Item 3. If this statement is filed pursuant to Rules 13d-1(b), or 13d-2(b) or (c), check whether the person filing is a (n):
   
  Not Applicable.
   
Item 4. Ownership

 

  (a) Amount beneficially owned:
    See responses to Item 9 on each cover page.
     
  (b) Percent of Class:
    See responses to Item 11 on each cover page.
     
  (c) Number of shares as to which the Reporting Person has:

 

  (i) Sole power to vote or to direct the vote:
    See responses to Item 5 on each cover page.
     
  (ii) Shared power to vote or to direct the vote:
    See responses to Item 6 on each cover page.
     
  (iii) Sole power to dispose or to direct the disposition of:
    See responses to Item 7 on each cover page.
     
  (iv) Shared power to dispose or to direct the disposition of:
    See responses to Item 8 on each cover page.
 
  The reported securities are directly held 80,000 shares by 5C Founders LP (“5C Founders”), and 1,000 shares by 5C Investment Partners LP (“5CLP”).

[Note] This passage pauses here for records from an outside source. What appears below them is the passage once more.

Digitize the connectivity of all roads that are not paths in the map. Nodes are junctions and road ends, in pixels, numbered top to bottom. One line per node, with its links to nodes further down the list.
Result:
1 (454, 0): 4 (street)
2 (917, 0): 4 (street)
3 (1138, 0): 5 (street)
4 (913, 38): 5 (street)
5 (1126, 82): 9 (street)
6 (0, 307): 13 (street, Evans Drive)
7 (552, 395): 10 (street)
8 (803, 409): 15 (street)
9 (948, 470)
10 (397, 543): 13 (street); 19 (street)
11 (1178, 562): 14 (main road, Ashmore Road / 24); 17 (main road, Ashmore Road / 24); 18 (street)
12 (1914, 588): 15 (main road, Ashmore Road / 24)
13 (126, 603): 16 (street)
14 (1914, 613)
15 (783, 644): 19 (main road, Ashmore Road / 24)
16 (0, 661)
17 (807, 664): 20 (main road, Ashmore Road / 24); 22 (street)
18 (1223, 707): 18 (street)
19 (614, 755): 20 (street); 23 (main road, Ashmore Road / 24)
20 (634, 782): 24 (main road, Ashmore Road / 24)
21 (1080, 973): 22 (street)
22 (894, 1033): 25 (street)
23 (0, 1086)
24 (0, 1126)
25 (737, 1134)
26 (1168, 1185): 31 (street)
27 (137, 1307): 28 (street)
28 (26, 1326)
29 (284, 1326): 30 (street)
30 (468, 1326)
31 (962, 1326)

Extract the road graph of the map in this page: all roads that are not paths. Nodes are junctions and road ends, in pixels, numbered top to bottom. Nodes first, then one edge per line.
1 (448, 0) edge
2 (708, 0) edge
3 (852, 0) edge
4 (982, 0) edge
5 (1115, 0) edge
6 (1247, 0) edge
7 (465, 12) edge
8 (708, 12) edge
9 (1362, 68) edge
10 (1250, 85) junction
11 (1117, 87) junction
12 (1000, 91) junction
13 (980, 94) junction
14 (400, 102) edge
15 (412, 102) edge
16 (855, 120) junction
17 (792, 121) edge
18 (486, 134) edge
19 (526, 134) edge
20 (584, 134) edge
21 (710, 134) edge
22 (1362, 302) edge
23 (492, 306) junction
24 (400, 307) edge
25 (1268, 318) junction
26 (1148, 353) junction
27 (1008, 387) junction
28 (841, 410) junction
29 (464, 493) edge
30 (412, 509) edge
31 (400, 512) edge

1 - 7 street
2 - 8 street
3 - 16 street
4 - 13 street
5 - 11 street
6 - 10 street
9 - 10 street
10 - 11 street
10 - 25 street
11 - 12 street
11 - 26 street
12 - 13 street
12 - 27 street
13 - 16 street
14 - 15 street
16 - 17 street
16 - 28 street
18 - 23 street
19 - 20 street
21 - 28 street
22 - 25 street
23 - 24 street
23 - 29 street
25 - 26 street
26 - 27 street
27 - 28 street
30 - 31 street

The Reporting Persons share investment control of 5C Founders and 5CLP and as such, may be deemed to beneficially own the reported securities, but the filing of this statement shall not be deemed an admission by any Reporting Person of beneficial ownership of the reported securities for purposes of Section 13(d) or Section 13(g) or any other purpose.
   
Item 5. Ownership of Five Percent or Less of a Class
   
  Not Applicable.
   
Item 6. Ownership of More than Five Percent on Behalf of Another Person
   
  Not Applicable.
   
Item 7 Identification and Classification of the Subsidiary Which Acquired the Security Being Reported on by the Parent Holding Company
   
  Not Applicable.
   
Item 8. Identification and Classification of Members of the Group
   
  Not Applicable.
   
Item 9. Notice of Dissolution of Group
   
  Not Applicable.
   
Item 10. Certification
   
  Not Applicable.
 

SIGNATURE

 

After reasonable inquiry and to the best of my knowledge and belief, I certify that the information set forth in this statement is true, complete and correct.

 

Dated: November 13, 2024

 

  MICHAEL E. KOESTER
     
  By:  /s/ Michael E. Koester
     
  THOMAS CONNOLLY
     
  By:  /s/ Thomas Connolly
 

EXHIBIT LIST

 

Exhibit 24.1 Joint Filing Agreement, dated as of November 13, 2024, incorporated herein by reference to of the statement on Schedule 13G filed by the Reporting Persons on November 13, 2024.